◆ Activity:
Every record here needs to be duplicated exactly.

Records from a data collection
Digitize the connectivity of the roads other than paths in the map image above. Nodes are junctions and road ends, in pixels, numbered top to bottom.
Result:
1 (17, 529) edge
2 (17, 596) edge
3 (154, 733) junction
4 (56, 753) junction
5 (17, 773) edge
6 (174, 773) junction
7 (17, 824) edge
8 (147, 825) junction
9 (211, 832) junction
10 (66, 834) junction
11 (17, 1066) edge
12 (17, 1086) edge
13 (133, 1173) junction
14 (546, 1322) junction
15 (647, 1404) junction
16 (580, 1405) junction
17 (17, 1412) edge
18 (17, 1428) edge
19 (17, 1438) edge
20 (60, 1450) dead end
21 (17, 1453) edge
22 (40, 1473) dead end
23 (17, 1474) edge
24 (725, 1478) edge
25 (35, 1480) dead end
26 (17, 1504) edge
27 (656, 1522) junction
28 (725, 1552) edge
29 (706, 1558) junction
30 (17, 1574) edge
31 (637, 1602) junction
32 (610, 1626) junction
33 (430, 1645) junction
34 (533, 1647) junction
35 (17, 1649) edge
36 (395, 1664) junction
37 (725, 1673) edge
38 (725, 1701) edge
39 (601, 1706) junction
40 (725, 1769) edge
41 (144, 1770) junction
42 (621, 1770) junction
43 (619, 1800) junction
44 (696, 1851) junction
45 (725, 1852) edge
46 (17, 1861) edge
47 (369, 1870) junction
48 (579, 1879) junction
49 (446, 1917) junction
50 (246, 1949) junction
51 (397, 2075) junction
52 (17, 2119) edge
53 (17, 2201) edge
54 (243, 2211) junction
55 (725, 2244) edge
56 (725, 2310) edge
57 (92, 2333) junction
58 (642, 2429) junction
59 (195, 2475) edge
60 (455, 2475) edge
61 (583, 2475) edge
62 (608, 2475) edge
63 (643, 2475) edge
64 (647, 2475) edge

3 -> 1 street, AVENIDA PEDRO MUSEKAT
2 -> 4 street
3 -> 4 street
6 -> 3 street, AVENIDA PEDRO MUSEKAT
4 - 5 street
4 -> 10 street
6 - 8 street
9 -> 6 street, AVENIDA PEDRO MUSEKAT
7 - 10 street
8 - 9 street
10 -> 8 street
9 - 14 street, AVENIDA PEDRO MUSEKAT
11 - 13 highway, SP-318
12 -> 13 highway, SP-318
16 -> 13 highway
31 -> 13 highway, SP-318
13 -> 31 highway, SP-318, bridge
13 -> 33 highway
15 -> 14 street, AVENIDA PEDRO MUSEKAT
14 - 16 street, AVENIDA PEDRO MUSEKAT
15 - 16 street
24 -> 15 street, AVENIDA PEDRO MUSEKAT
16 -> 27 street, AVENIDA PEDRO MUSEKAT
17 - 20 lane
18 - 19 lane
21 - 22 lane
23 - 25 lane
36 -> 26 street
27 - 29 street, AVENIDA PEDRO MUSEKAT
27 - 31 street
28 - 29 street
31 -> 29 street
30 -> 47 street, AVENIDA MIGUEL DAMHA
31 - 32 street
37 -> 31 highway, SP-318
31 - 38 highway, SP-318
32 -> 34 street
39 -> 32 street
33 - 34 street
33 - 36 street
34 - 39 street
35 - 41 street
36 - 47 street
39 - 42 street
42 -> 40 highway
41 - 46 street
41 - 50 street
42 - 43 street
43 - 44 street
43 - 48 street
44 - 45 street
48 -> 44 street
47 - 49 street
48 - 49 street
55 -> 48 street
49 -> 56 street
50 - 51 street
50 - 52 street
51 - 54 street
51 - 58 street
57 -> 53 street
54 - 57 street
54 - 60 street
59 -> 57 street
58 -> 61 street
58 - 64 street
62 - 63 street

◆ Task response:
Digitize the connectivity of the roads other than paths in the map image above. Nodes are junctions and road ends, in pixels, numbered top to bottom.
Result:
1 (17, 529) edge
2 (17, 596) edge
3 (154, 733) junction
4 (56, 753) junction
5 (17, 773) edge
6 (174, 773) junction
7 (17, 824) edge
8 (147, 825) junction
9 (211, 832) junction
10 (66, 834) junction
11 (17, 1066) edge
12 (17, 1086) edge
13 (133, 1173) junction
14 (546, 1322) junction
15 (647, 1404) junction
16 (580, 1405) junction
17 (17, 1412) edge
18 (17, 1428) edge
19 (17, 1438) edge
20 (60, 1450) dead end
21 (17, 1453) edge
22 (40, 1473) dead end
23 (17, 1474) edge
24 (725, 1478) edge
25 (35, 1480) dead end
26 (17, 1504) edge
27 (656, 1522) junction
28 (725, 1552) edge
29 (706, 1558) junction
30 (17, 1574) edge
31 (637, 1602) junction
32 (610, 1626) junction
33 (430, 1645) junction
34 (533, 1647) junction
35 (17, 1649) edge
36 (395, 1664) junction
37 (725, 1673) edge
38 (725, 1701) edge
39 (601, 1706) junction
40 (725, 1769) edge
41 (144, 1770) junction
42 (621, 1770) junction
43 (619, 1800) junction
44 (696, 1851) junction
45 (725, 1852) edge
46 (17, 1861) edge
47 (369, 1870) junction
48 (579, 1879) junction
49 (446, 1917) junction
50 (246, 1949) junction
51 (397, 2075) junction
52 (17, 2119) edge
53 (17, 2201) edge
54 (243, 2211) junction
55 (725, 2244) edge
56 (725, 2310) edge
57 (92, 2333) junction
58 (642, 2429) junction
59 (195, 2475) edge
60 (455, 2475) edge
61 (583, 2475) edge
62 (608, 2475) edge
63 (643, 2475) edge
64 (647, 2475) edge

3 -> 1 street, AVENIDA PEDRO MUSEKAT
2 -> 4 street
3 -> 4 street
6 -> 3 street, AVENIDA PEDRO MUSEKAT
4 - 5 street
4 -> 10 street
6 - 8 street
9 -> 6 street, AVENIDA PEDRO MUSEKAT
7 - 10 street
8 - 9 street
10 -> 8 street
9 - 14 street, AVENIDA PEDRO MUSEKAT
11 - 13 highway, SP-318
12 -> 13 highway, SP-318
16 -> 13 highway
31 -> 13 highway, SP-318
13 -> 31 highway, SP-318, bridge
13 -> 33 highway
15 -> 14 street, AVENIDA PEDRO MUSEKAT
14 - 16 street, AVENIDA PEDRO MUSEKAT
15 - 16 street
24 -> 15 street, AVENIDA PEDRO MUSEKAT
16 -> 27 street, AVENIDA PEDRO MUSEKAT
17 - 20 lane
18 - 19 lane
21 - 22 lane
23 - 25 lane
36 -> 26 street
27 - 29 street, AVENIDA PEDRO MUSEKAT
27 - 31 street
28 - 29 street
31 -> 29 street
30 -> 47 street, AVENIDA MIGUEL DAMHA
31 - 32 street
37 -> 31 highway, SP-318
31 - 38 highway, SP-318
32 -> 34 street
39 -> 32 street
33 - 34 street
33 - 36 street
34 - 39 street
35 - 41 street
36 - 47 street
39 - 42 street
42 -> 40 highway
41 - 46 street
41 - 50 street
42 - 43 street
43 - 44 street
43 - 48 street
44 - 45 street
48 -> 44 street
47 - 49 street
48 - 49 street
55 -> 48 street
49 -> 56 street
50 - 51 street
50 - 52 street
51 - 54 street
51 - 58 street
57 -> 53 street
54 - 57 street
54 - 60 street
59 -> 57 street
58 -> 61 street
58 - 64 street
62 - 63 street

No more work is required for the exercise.